[SQL][SPARK-2094] Follow up of PR #1071 for Java API

Updated `JavaSQLContext` and `JavaHiveContext` similar to what we've done to `SQLContext` and `HiveContext` in PR #1071. Added corresponding test case for Spark SQL Java API. Author: Cheng Lian <lian.cs.zju@gmail.com> Closes #1085 from liancheng/spark-2094-java and squashes the following commits: 29b8a51 [Cheng Lian] Avoided instantiating JavaSparkContext & JavaHiveContext to workaround test failure 92bb4fb [Cheng Lian] Marked test cases in JavaHiveQLSuite with "ignore" 22aec97 [Cheng Lian] Follow up of PR #1071 for Java API

[SQL][SPARK-2094] Follow up of PR #1071 for Java API
273afcb2 · Cheng Lian · Michael Armbrust · cdf2b045 · 273afcb2 · 273afcb2
Commit 273afcb2 authored 10 years ago by Cheng Lian Committed by Michael Armbrust 10 years ago
--- a/sql/core/src/main/scala/org/apache/spark/sql/api/java/JavaSQLContext.scala
+++ b/sql/core/src/main/scala/org/apache/spark/sql/api/java/JavaSQLContext.scala
@@ -40,19 +40,13 @@ class JavaSQLContext(val sqlContext: SQLContext) {
  /**
   * Executes a query expressed in SQL, returning the result as a JavaSchemaRDD
   */
-  def sql(sqlQuery: String): JavaSchemaRDD = {
-    val result = new JavaSchemaRDD(sqlContext, sqlContext.parseSql(sqlQuery))
-    // We force query optimization to happen right away instead of letting it happen lazily like
-    // when using the query DSL.  This is so DDL commands behave as expected.  This is only
-    // generates the RDD lineage for DML queries, but do not perform any execution.
-    result.queryExecution.toRdd
-    result
-  }
+  def sql(sqlQuery: String): JavaSchemaRDD =
+    new JavaSchemaRDD(sqlContext, sqlContext.parseSql(sqlQuery))

  /**
   * :: Experimental ::
   * Creates an empty parquet file with the schema of class `beanClass`, which can be registered as
-   * a table.

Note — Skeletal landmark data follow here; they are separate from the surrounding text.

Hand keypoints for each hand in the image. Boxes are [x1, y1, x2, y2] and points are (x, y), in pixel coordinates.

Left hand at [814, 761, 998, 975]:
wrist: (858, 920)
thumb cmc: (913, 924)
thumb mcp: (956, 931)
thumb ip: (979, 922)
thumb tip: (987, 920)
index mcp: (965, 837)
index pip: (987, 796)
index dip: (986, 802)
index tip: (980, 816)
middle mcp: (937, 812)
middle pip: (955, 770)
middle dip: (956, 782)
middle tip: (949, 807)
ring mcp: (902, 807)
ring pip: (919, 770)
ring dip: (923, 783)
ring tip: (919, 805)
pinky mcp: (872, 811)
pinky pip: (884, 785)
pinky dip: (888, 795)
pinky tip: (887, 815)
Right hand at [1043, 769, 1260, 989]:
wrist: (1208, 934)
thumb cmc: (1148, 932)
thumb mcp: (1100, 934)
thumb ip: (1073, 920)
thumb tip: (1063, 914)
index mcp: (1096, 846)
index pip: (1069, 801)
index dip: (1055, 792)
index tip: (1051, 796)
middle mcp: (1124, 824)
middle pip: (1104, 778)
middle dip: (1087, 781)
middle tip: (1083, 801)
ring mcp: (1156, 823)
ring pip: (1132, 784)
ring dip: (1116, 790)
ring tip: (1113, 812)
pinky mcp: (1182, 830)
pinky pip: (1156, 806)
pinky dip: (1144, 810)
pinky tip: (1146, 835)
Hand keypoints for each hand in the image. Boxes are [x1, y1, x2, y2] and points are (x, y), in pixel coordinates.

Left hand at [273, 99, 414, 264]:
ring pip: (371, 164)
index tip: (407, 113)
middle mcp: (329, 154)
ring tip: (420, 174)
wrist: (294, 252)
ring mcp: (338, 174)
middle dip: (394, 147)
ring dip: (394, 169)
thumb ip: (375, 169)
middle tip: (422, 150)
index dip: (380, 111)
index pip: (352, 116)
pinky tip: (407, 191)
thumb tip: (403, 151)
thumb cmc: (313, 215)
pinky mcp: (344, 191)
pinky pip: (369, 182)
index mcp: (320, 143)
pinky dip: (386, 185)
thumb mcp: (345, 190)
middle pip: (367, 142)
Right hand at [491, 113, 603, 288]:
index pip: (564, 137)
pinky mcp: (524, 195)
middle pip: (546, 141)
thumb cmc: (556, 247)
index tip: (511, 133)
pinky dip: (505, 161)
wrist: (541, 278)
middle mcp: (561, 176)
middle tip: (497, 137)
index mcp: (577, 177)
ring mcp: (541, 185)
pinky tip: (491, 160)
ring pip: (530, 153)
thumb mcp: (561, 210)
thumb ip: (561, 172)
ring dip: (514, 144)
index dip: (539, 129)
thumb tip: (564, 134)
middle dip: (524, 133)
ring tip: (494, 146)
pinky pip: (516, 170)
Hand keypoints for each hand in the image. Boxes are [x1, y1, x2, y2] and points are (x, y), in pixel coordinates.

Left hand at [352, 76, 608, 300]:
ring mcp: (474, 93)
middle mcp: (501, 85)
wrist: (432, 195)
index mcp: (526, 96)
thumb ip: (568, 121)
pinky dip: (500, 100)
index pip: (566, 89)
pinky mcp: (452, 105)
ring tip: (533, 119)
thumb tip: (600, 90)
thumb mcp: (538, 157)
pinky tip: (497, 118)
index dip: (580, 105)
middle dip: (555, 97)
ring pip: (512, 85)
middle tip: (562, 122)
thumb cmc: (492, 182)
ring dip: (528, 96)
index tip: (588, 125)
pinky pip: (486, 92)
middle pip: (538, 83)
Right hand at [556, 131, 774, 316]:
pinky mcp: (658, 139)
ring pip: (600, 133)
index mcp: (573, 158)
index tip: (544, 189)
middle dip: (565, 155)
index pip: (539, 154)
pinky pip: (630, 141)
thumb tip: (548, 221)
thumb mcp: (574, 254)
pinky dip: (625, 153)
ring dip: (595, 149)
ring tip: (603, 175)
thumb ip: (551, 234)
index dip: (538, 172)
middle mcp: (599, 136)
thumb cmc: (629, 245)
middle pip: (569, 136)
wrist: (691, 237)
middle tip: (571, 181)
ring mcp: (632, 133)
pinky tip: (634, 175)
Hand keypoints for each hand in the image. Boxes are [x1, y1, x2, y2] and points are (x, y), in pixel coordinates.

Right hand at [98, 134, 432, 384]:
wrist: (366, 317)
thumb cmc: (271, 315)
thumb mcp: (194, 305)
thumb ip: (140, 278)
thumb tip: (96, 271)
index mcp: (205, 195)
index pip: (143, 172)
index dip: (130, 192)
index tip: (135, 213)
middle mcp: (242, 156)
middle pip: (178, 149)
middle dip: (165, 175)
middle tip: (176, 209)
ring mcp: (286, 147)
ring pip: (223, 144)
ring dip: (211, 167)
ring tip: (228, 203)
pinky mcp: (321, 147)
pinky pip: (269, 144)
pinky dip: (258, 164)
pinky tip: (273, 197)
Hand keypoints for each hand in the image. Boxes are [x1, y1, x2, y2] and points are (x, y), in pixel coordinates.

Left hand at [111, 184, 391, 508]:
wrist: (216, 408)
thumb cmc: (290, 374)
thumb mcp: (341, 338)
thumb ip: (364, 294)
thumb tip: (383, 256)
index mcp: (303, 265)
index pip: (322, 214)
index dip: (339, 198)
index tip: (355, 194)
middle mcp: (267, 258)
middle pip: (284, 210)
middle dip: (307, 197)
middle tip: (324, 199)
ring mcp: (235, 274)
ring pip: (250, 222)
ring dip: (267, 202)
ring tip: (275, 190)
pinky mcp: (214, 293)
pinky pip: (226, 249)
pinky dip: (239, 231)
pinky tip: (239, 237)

This registered table can be used as the target of future insertInto` operations.
+   * a table. This registered table can be used as the target of future `insertInto` operations.
   *
   * {{{
   *   JavaSQLContext sqlCtx = new JavaSQLContext(...)
@@ -62,7 +56,7 @@ class JavaSQLContext(val sqlContext: SQLContext) {
   * }}}
   *
   * @param beanClass A java bean class object that will be used to determine the schema of the
-   *                  parquet file.                          s
+   *                  parquet file.
   * @param path The path where the directory containing parquet metadata should be created.
   *             Data inserted into this table will also be stored at this location.
   * @param allowExisting When false, an exception will be thrown if this directory already exists.
@@ -100,14 +94,12 @@ class JavaSQLContext(val sqlContext: SQLContext) {
    new JavaSchemaRDD(sqlContext, SparkLogicalPlan(ExistingRdd(schema, rowRdd)))
  }

-
  /**
   * Loads a parquet file, returning the result as a [[JavaSchemaRDD]].
   */
  def parquetFile(path: String): JavaSchemaRDD =
    new JavaSchemaRDD(sqlContext, ParquetRelation(path))

-
  /**
   * Registers the given RDD as a temporary table in the catalog.  Temporary tables exist only
   * during the lifetime of this instance of SQLContext.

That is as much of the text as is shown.